ACTIVITY ->
Find the word "Reform" in the records and copy every line where it occurs.

(Stored entries)
***

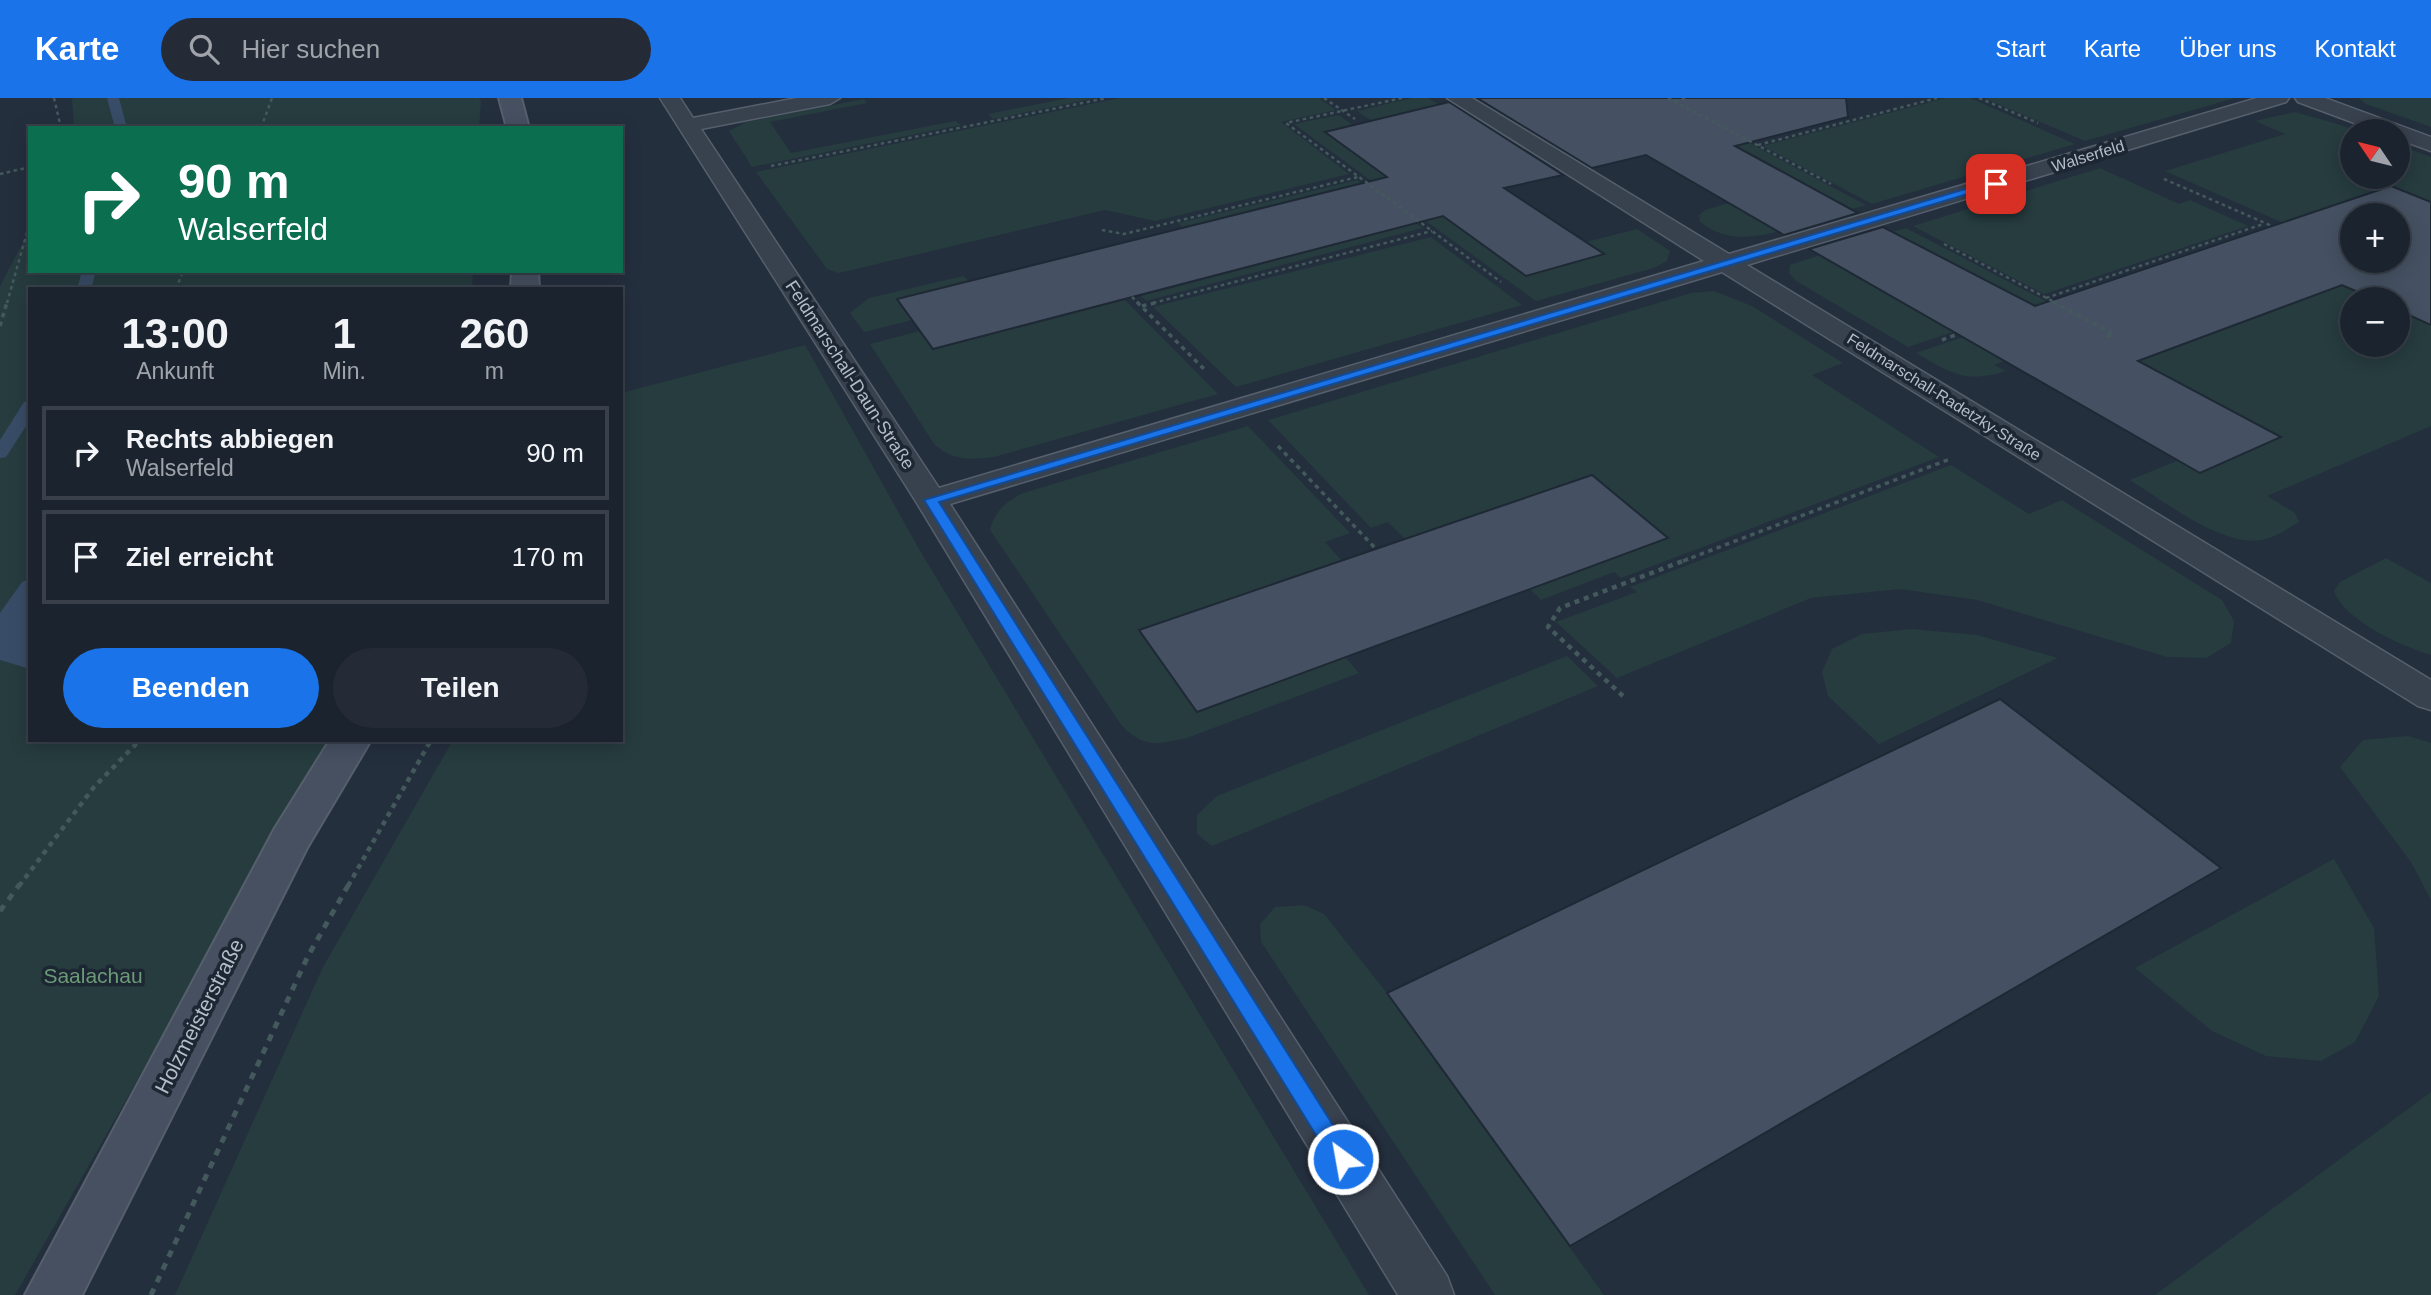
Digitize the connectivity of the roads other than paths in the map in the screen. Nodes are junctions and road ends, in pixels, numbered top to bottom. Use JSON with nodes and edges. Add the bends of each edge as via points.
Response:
{"nodes":[{"id":1,"x":510,"y":98,"type":"edge"},
{"id":2,"x":830,"y":98,"type":"edge"},
{"id":3,"x":1457,"y":98,"type":"edge"},
{"id":4,"x":2279,"y":98,"type":"edge"},
{"id":5,"x":2305,"y":98,"type":"edge"},
{"id":6,"x":679,"y":111,"type":"edge"},
{"id":7,"x":2362,"y":119,"type":"edge"},
{"id":8,"x":517,"y":126,"type":"edge"},
{"id":9,"x":2410,"y":137,"type":"edge"},
{"id":10,"x":2431,"y":144,"type":"edge"},
{"id":11,"x":1728,"y":265,"type":"junction"},
{"id":12,"x":931,"y":500,"type":"junction"},
{"id":13,"x":2431,"y":697,"type":"edge"},
{"id":14,"x":350,"y":742,"type":"edge"},
{"id":15,"x":53,"y":1295,"type":"edge"},
{"id":16,"x":1428,"y":1295,"type":"edge"}],
"edges":[{"from":1,"to":8,"type":"street"},
{"from":2,"to":6,"type":"lane"},
{"from":3,"to":11,"type":"lane","name":"Feldmarschall-Radetzky-Straße"},
{"from":4,"to":11,"type":"lane","name":"Walserfeld"},
{"from":5,"to":7,"type":"lane"},
{"from":6,"to":12,"type":"lane","name":"Feldmarschall-Daun-Straße"},
{"from":9,"to":10,"type":"lane"},
{"from":11,"to":12,"type":"lane","name":"Walserfeld"},
{"from":11,"to":13,"type":"lane","name":"Feldmarschall-Radetzky-Straße"},
{"from":12,"to":16,"type":"lane","name":"Feldmarschall-Daun-Straße"},
{"from":14,"to":15,"type":"street","name":"Holzmeisterstraße","via":[[290,840]]}]}
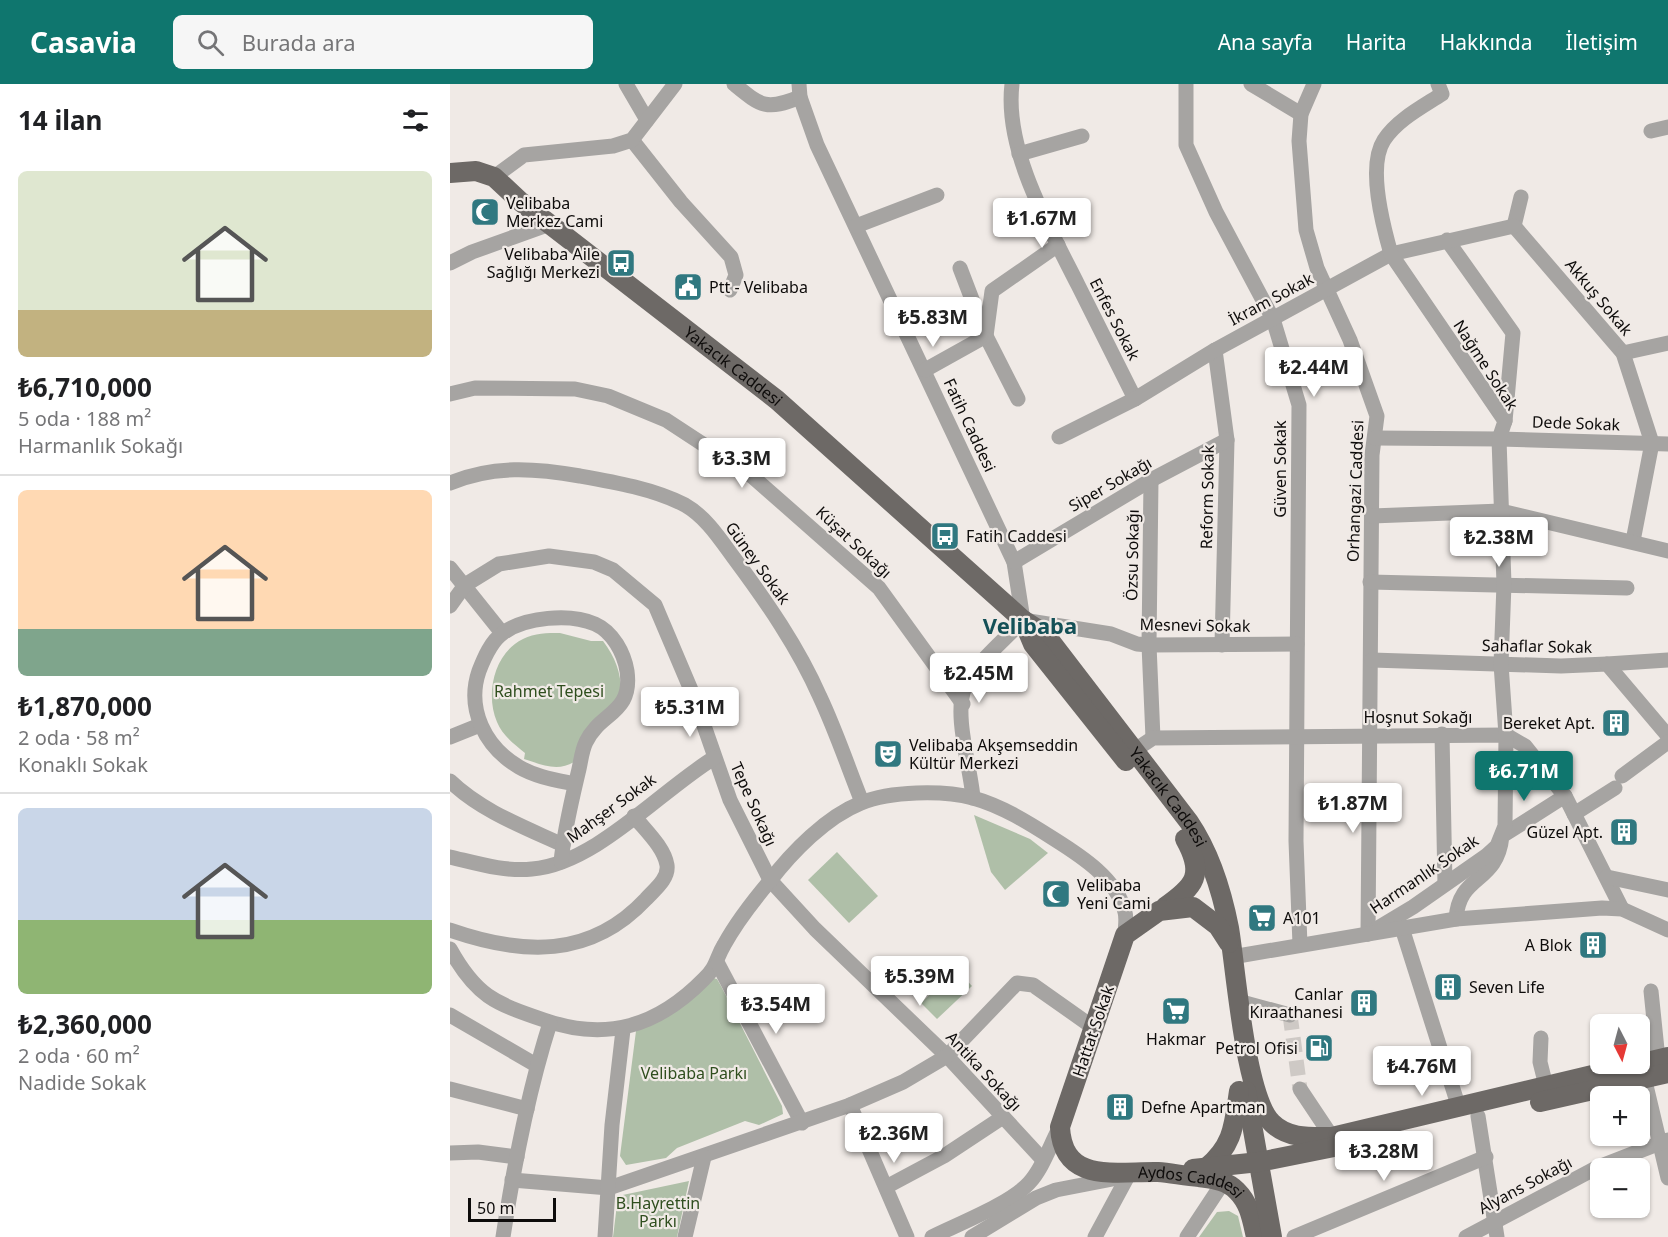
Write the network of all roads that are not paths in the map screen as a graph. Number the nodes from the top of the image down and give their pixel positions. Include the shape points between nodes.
1 (626, 84) edge
2 (675, 84) edge
3 (734, 84) edge
4 (1012, 84) edge
5 (1186, 84) edge
6 (1251, 84) edge
7 (1314, 84) edge
8 (1440, 89) edge
9 (800, 91) edge
10 (1301, 114) junction
11 (647, 120) junction
12 (1668, 127) edge
13 (1651, 131) dead end
14 (1082, 136) dead end
15 (632, 140) junction
16 (1019, 154) junction
17 (450, 173) edge
18 (494, 177) junction
19 (938, 195) dead end
20 (1521, 197) dead end
21 (550, 224) junction
22 (856, 226) junction
23 (1514, 226) junction
24 (1447, 240) junction
25 (1058, 245) junction
26 (1392, 254) junction
27 (450, 263) edge
28 (960, 268) dead end
29 (1328, 289) junction
30 (730, 290) dead end
31 (1273, 320) junction
32 (986, 336) junction
33 (1668, 343) edge
34 (1215, 350) junction
35 (1623, 353) junction
36 (925, 370) junction
37 (452, 395) edge
38 (1018, 399) dead end
39 (1135, 399) junction
40 (1505, 421) junction
41 (1059, 438) dead end
42 (1375, 438) junction
43 (1499, 439) junction
44 (1227, 440) junction
45 (1652, 443) junction
46 (1668, 444) edge
47 (1151, 480) junction
48 (450, 483) edge
49 (1502, 511) junction
50 (1372, 516) junction
51 (1633, 542) junction
52 (1668, 551) edge
53 (1014, 562) junction
54 (450, 568) edge
55 (1370, 582) junction
56 (1504, 584) junction
57 (465, 585) junction
58 (1627, 588) dead end
59 (450, 606) edge
60 (1023, 620) junction
61 (502, 633) junction
62 (1297, 644) junction
63 (1149, 645) junction
64 (1222, 645) junction
65 (1371, 660) junction
66 (1668, 660) edge
67 (1501, 664) junction
68 (1607, 664) junction
69 (963, 704) junction
70 (480, 725) junction
71 (1442, 734) junction
72 (1296, 735) junction
73 (1371, 735) junction
74 (1506, 735) junction
75 (1668, 736) edge
76 (450, 737) edge
77 (1153, 738) junction
78 (1668, 742) edge
79 (1129, 754) junction
80 (714, 758) junction
81 (450, 781) edge
82 (575, 784) junction
83 (1564, 796) junction
84 (973, 798) junction
85 (862, 802) junction
86 (1574, 814) junction
87 (634, 816) junction
88 (1502, 836) junction
89 (563, 845) junction
90 (450, 857) edge
91 (561, 862) junction
92 (1607, 877) junction
93 (770, 880) junction
94 (1448, 882) junction
95 (1473, 884) junction
96 (1668, 890) edge
97 (1622, 909) junction
98 (1159, 911) junction
99 (1456, 919) junction
100 (1402, 928) junction
101 (450, 930) edge
102 (1668, 930) edge
103 (1368, 934) junction
104 (1125, 935) junction
105 (1300, 945) junction
106 (450, 949) edge
107 (1232, 953) junction
108 (718, 964) junction
109 (1651, 991) dead end
110 (1239, 1006) junction
111 (450, 1015) edge
112 (1290, 1015) dead end
113 (550, 1023) junction
114 (1094, 1028) junction
115 (623, 1030) junction
116 (1541, 1038) dead end
117 (947, 1056) junction
118 (1243, 1063) junction
119 (1665, 1063) edge
120 (536, 1065) junction
121 (1644, 1077) junction
122 (1546, 1086) junction
123 (450, 1089) edge
124 (1299, 1089) tunnel mouth
125 (850, 1105) junction
126 (1459, 1108) junction
127 (528, 1109) junction
128 (1478, 1116) junction
129 (1003, 1117) junction
130 (802, 1124) junction
131 (1060, 1127) junction
132 (1332, 1137) junction
133 (1663, 1142) edge
134 (450, 1153) edge
135 (517, 1157) junction
136 (704, 1157) junction
137 (1486, 1157) junction
138 (1043, 1160) junction
139 (1259, 1162) junction
140 (1206, 1168) junction
141 (1158, 1172) junction
142 (1130, 1174) junction
143 (1668, 1178) edge
144 (512, 1180) junction
145 (1224, 1181) junction
146 (886, 1187) junction
147 (609, 1188) junction
148 (1496, 1230) edge
149 (990, 1232) edge
150 (503, 1237) edge
151 (605, 1237) edge
152 (685, 1237) edge
153 (907, 1237) edge
154 (932, 1237) edge
155 (972, 1237) edge
156 (1095, 1237) edge
157 (1186, 1237) edge
158 (1256, 1237) edge
159 (1272, 1237) edge
160 (1294, 1237) edge
161 (1466, 1237) edge

1 - 11 street
2 - 11 street
3 - 9 street via 766,106 780,106
4 - 16 street, Enfes Sokak
5 - 31 street, Güven Sokak via 1186,145
6 - 10 street
7 - 10 street, Orhangazi Caddesi
8 - 26 street, Nağme Sokak via 1399,123 1383,141 1378,155 1378,188
9 - 22 street, Fatih Caddesi via 817,145
10 - 29 street, Orhangazi Caddesi via 1300,170 1306,230
11 - 15 street
12 - 13 street
14 - 16 street
15 - 18 street via 613,146 524,155
15 - 30 street via 731,257 736,275
16 - 25 street, Enfes Sokak
17 - 18 main road, Yakacık Caddesi via 476,171
18 - 21 main road, Yakacık Caddesi
19 - 22 street
20 - 23 street
21 - 27 street via 490,252
21 - 60 main road, Yakacık Caddesi via 777,400
22 - 36 street, Fatih Caddesi
23 - 24 street, İkram Sokak
23 - 35 street, Akkuş Sokak
24 - 26 street, İkram Sokak
24 - 40 street via 1513,333
25 - 32 street via 992,291
25 - 39 street, Enfes Sokak
26 - 29 street, İkram Sokak
26 - 40 street, Nağme Sokak
28 - 32 street
29 - 31 street, İkram Sokak
29 - 42 street, Orhangazi Caddesi via 1377,416
31 - 34 street, İkram Sokak
31 - 62 street, Güven Sokak via 1299,405
32 - 36 street
32 - 38 street
33 - 35 street
34 - 39 street, İkram Sokak
34 - 44 street, Reform Sokak
35 - 45 street, Akkuş Sokak
36 - 53 street, Fatih Caddesi
37 - 69 street, Küşat Sokağı via 515,387 575,389 608,396 666,420 753,477 879,588
39 - 41 street, İkram Sokak
40 - 43 street, Nağme Sokak
42 - 43 street, Dede Sokak
42 - 50 street, Orhangazi Caddesi
43 - 45 street, Dede Sokak
43 - 49 street, Nağme Sokak
44 - 47 street, Siper Sokağı
44 - 64 street, Reform Sokak
45 - 46 street, Dede Sokak
45 - 51 street, Akkuş Sokak
47 - 53 street, Siper Sokağı
47 - 63 street, Özsu Sokağı
48 - 85 street, Güney Sokak via 484,473 527,469 601,479 687,506 717,534 792,643 820,695
49 - 50 street
49 - 51 street
49 - 56 street, Nağme Sokak
50 - 55 street, Orhangazi Caddesi
51 - 52 street
53 - 60 street, Fatih Caddesi
54 - 57 street
55 - 56 street
55 - 65 street, Orhangazi Caddesi
56 - 58 street
56 - 67 street, Nağme Sokak
57 - 59 street
57 - 61 street
57 - 80 street, Tepe Sokağı via 499,564 549,556 594,562 613,570 655,605 664,621
60 - 63 street, Mesnevi Sokak via 1111,634
60 - 69 street via 976,669 964,689
60 - 79 main road, Yakacık Caddesi via 1045,634
61 - 70 street via 487,652 477,677 474,690
61 - 82 street via 522,623 571,620 595,624 611,636 621,652 628,687 624,701 586,741
62 - 64 street, Mesnevi Sokak
62 - 72 street, Güven Sokak
63 - 64 street, Mesnevi Sokak
63 - 77 street, Özsu Sokağı
65 - 67 street, Sahaflar Sokak
65 - 73 street, Orhangazi Caddesi
66 - 68 street
67 - 68 street, Sahaflar Sokak
67 - 74 street, Nağme Sokak
68 - 75 street, Sahaflar Sokak
69 - 84 street
70 - 76 street
70 - 82 street via 502,756 520,768
71 - 73 street, Hoşnut Sokağı
71 - 74 street, Hoşnut Sokağı
71 - 94 street
72 - 73 street, Hoşnut Sokağı
72 - 77 street, Hoşnut Sokağı
72 - 105 street, Güven Sokak
73 - 103 street, Orhangazi Caddesi
74 - 83 street via 1525,746
74 - 88 street, Harmanlık Sokak
77 - 79 street
78 - 86 street
79 - 98 main road, Yakacık Caddesi via 1177,826 1195,862 1196,874 1189,889
79 - 107 main road, Yakacık Caddesi via 1189,822 1205,852 1224,906
80 - 87 street, Mahşer Sokak
80 - 93 street, Tepe Sokağı via 741,825
81 - 89 street via 509,820
82 - 89 street
83 - 86 street
83 - 88 street
84 - 85 street via 916,793
84 - 104 street via 1046,834 1103,876 1126,913
85 - 93 street via 820,830
86 - 92 street
87 - 91 street, Mahşer Sokak via 595,845
87 - 101 street via 665,857 668,868 662,881 638,907 605,932 545,949
88 - 94 street, Harmanlık Sokak via 1486,856
88 - 95 street via 1497,860
89 - 91 street
90 - 91 street, Mahşer Sokak via 512,869
92 - 96 street
92 - 97 street
93 - 108 street via 723,946
93 - 117 street, Antika Sokağı via 815,929
94 - 95 street
94 - 103 street, Harmanlık Sokak
95 - 99 street via 1461,895
97 - 99 street
97 - 102 street
98 - 104 main road, Yakacık Caddesi
98 - 107 main road via 1193,906 1218,926
99 - 100 street
100 - 103 street
100 - 126 street
103 - 105 street
104 - 114 main road, Hattat Sokak
105 - 107 street
106 - 113 street via 480,992 504,1006
107 - 110 main road, Yakacık Caddesi
108 - 115 street via 671,1007
108 - 130 street
109 - 119 street
110 - 112 street
110 - 118 main road, Yakacık Caddesi
110 - 132 main road, Yakacık Caddesi via 1257,1096 1270,1122 1293,1135
111 - 120 street
113 - 115 street
113 - 120 street
114 - 117 street via 1033,985 1017,982
114 - 131 main road, Hattat Sokak
115 - 147 street
116 - 122 street via 1540,1062
117 - 125 street via 903,1082
117 - 129 street, Antika Sokağı
118 - 139 main road, Yakacık Caddesi
118 - 140 main road, Yakacık Caddesi via 1229,1139 1222,1155
119 - 121 main road
119 - 122 main road, Yakacık Caddesi
120 - 127 street
121 - 128 main road
121 - 133 street
122 - 126 main road, Yakacık Caddesi
123 - 127 street
124 - 132 street
125 - 130 street
125 - 146 street
126 - 132 main road, Yakacık Caddesi
127 - 135 street
128 - 137 street
128 - 139 main road
129 - 138 street, Antika Sokağı
129 - 146 street
130 - 136 street
131 - 138 street
131 - 142 main road via 1065,1151 1076,1164 1095,1171
133 - 143 street
133 - 148 street, Alyans Sokağı via 1596,1167
134 - 135 street
135 - 144 street
136 - 147 street
136 - 152 street
137 - 148 street
137 - 160 street
138 - 154 street via 1028,1185
139 - 140 main road
139 - 159 main road, Aydos Caddesi
140 - 141 main road
141 - 142 main road, Aydos Caddesi
141 - 145 main road, Aydos Caddesi
142 - 149 street via 1036,1198
142 - 156 street
144 - 147 street
144 - 150 street
145 - 157 street
145 - 158 main road, Aydos Caddesi via 1248,1204
146 - 153 street
147 - 151 street
148 - 161 street, Alyans Sokağı
149 - 155 street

***

RESPONSE AREA ->
34 - 44 street, Reform Sokak
44 - 64 street, Reform Sokak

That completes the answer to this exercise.